But the threats to Barghouti from the Israeli government extend far beyond his right to travel. Last month, Amnesty International issued an extraordinary warning that the group “is concerned for the safety and liberty” of Barghouti, citing threats from Israel’s minister of transport, intelligence, and atomic energy, Yisrael Katz, who called on Israel to engage in “targeted civil eliminations” of BDS leaders with the help of Israeli intelligence. As Amnesty noted, “The term alludes to ‘targeted assassinations’ which is used to describe Israel’s policy of targeting members of Palestinian armed groups.”

As The Intercept has regularly reported over the last year, the attempts to criminalize BDS activism — not only in Israel but internationally — are one of the greatest threats to free speech and assembly rights in the West. The threat has become particularly acute on U.S. college campuses, where official punishments for pro-Palestinian students are now routine. But obviously, the threats faced by Barghouti inside Israel are far more severe.

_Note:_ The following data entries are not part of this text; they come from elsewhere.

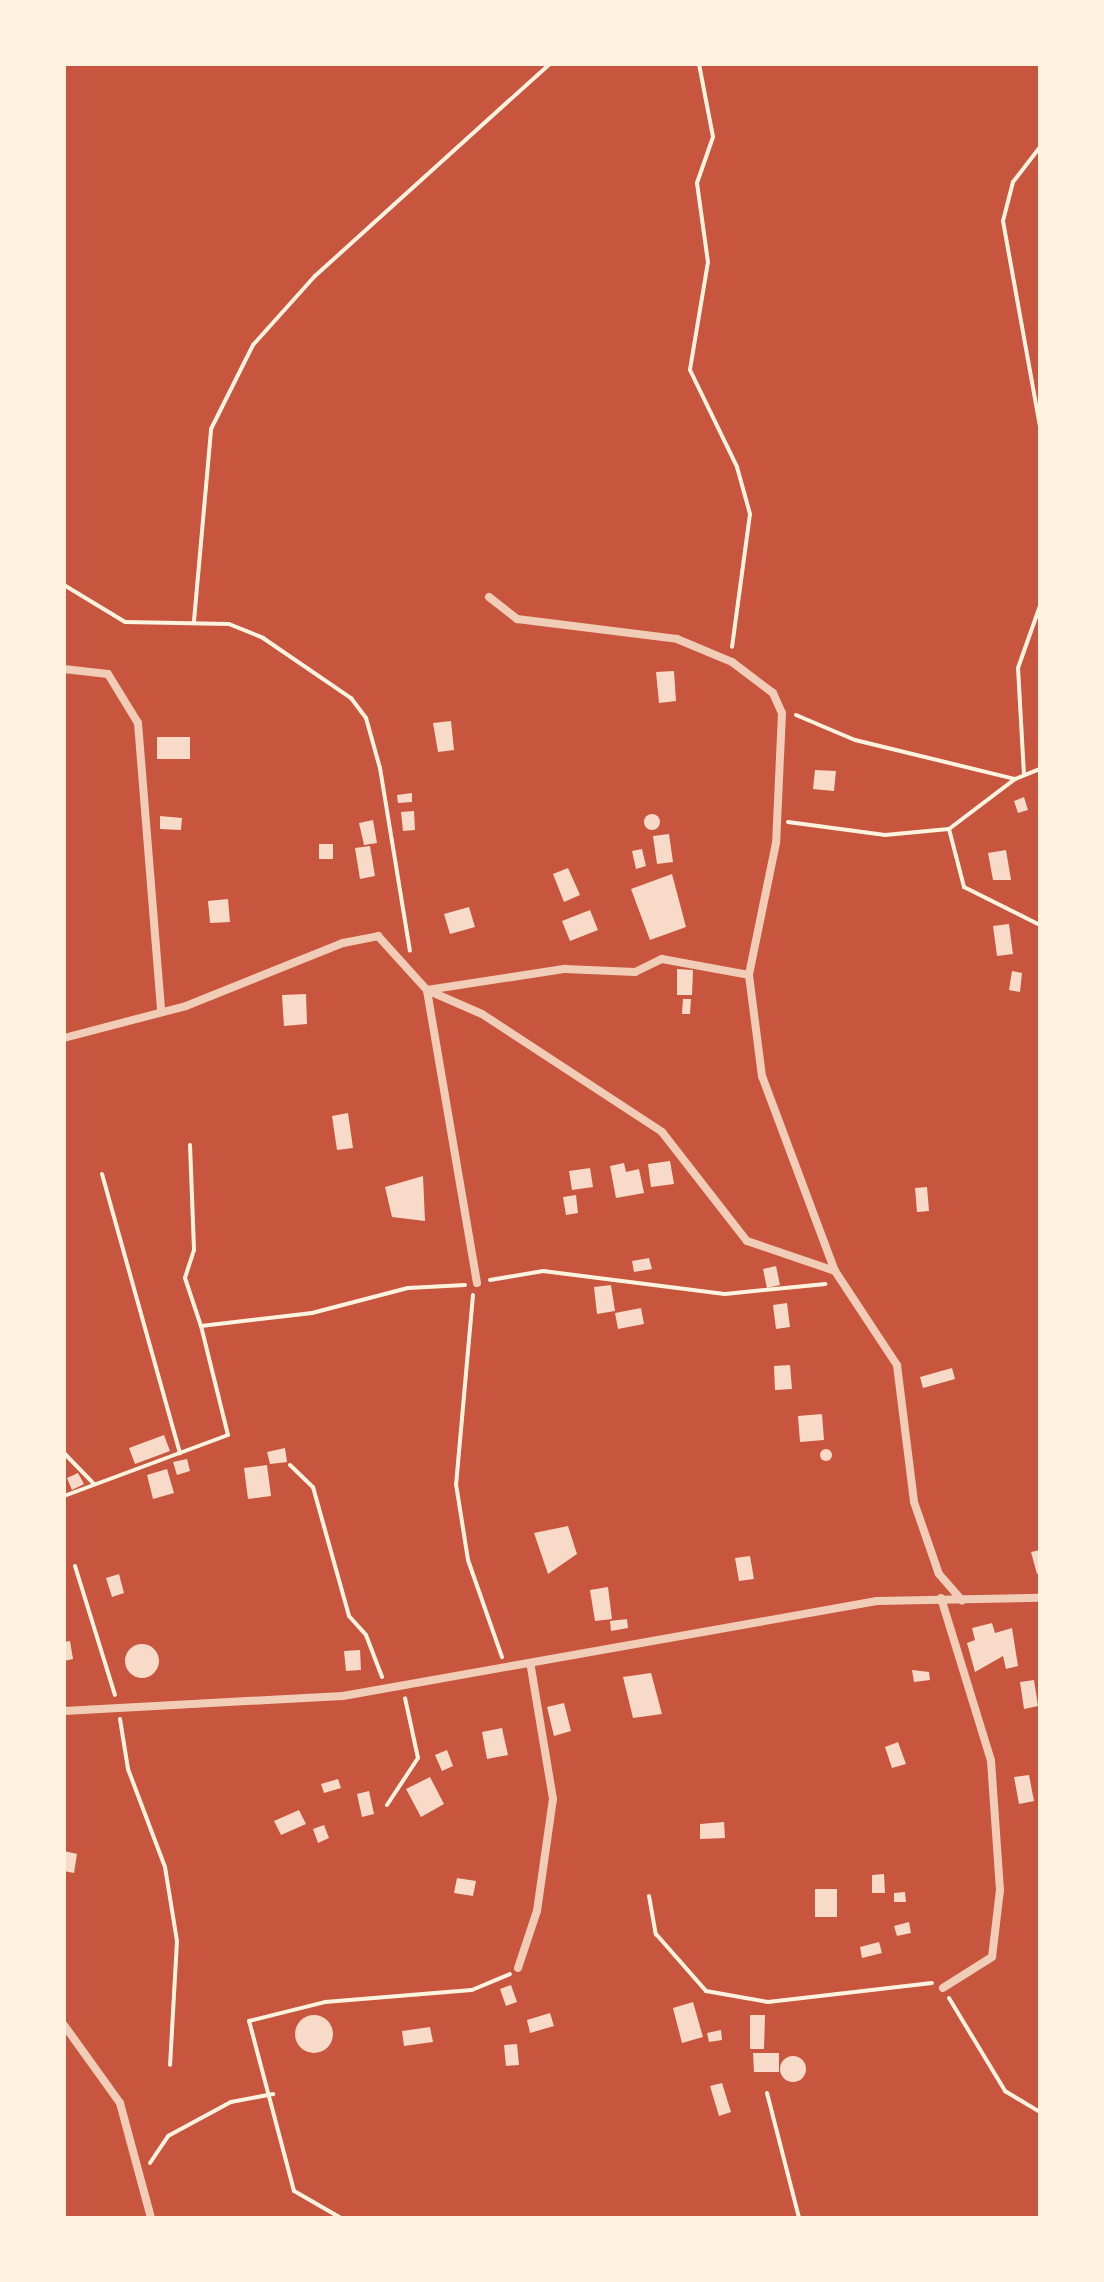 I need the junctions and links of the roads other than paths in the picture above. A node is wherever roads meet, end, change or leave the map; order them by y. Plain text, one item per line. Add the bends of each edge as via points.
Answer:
1 (489, 597) dead end
2 (64, 669) edge
3 (749, 975) junction
4 (427, 990) junction
5 (161, 1011) junction
6 (64, 1038) edge
7 (835, 1271) junction
8 (477, 1283) road end
9 (941, 1598) junction
10 (1040, 1598) edge
11 (962, 1600) junction
12 (531, 1667) junction
13 (64, 1711) edge
14 (518, 1968) road end
15 (943, 1988) road end
16 (64, 2025) edge
17 (151, 2218) edge

1 - 3 street via 517,619 646,630 732,662 773,693 782,713 777,824
2 - 5 street via 108,674 138,723
3 - 4 street via 662,959 635,972 565,969
3 - 7 street via 774,1119
4 - 5 street via 378,936 364,936
4 - 7 street via 482,1014 638,1113 680,1150 727,1225 747,1241
4 - 8 street
5 - 6 street
7 - 11 street via 879,1329 897,1365 914,1502 939,1574
9 - 11 street
9 - 12 street via 813,1612
9 - 15 street via 991,1761 1000,1890 992,1957
10 - 11 street
12 - 13 street via 387,1691
12 - 14 street via 553,1799 537,1911
16 - 17 street via 120,2103 144,2172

Regardless of one’s views on BDS and the Israeli occupation, anyone who purports to believe in basic conceptions of free speech rights should be appalled by Israeli behavior. I spoke with Barghouti yesterday about this latest Israeli attack on his core civil liberties, the growing extremism in Israel, and broader trends with free speech and BDS activism. “I am unnerved,” he told me, “but I’m certainly undeterred.” You can listen to the 25-minute discussion on the player below; a full transcript appears below that.


This transcript has been edited for clarity.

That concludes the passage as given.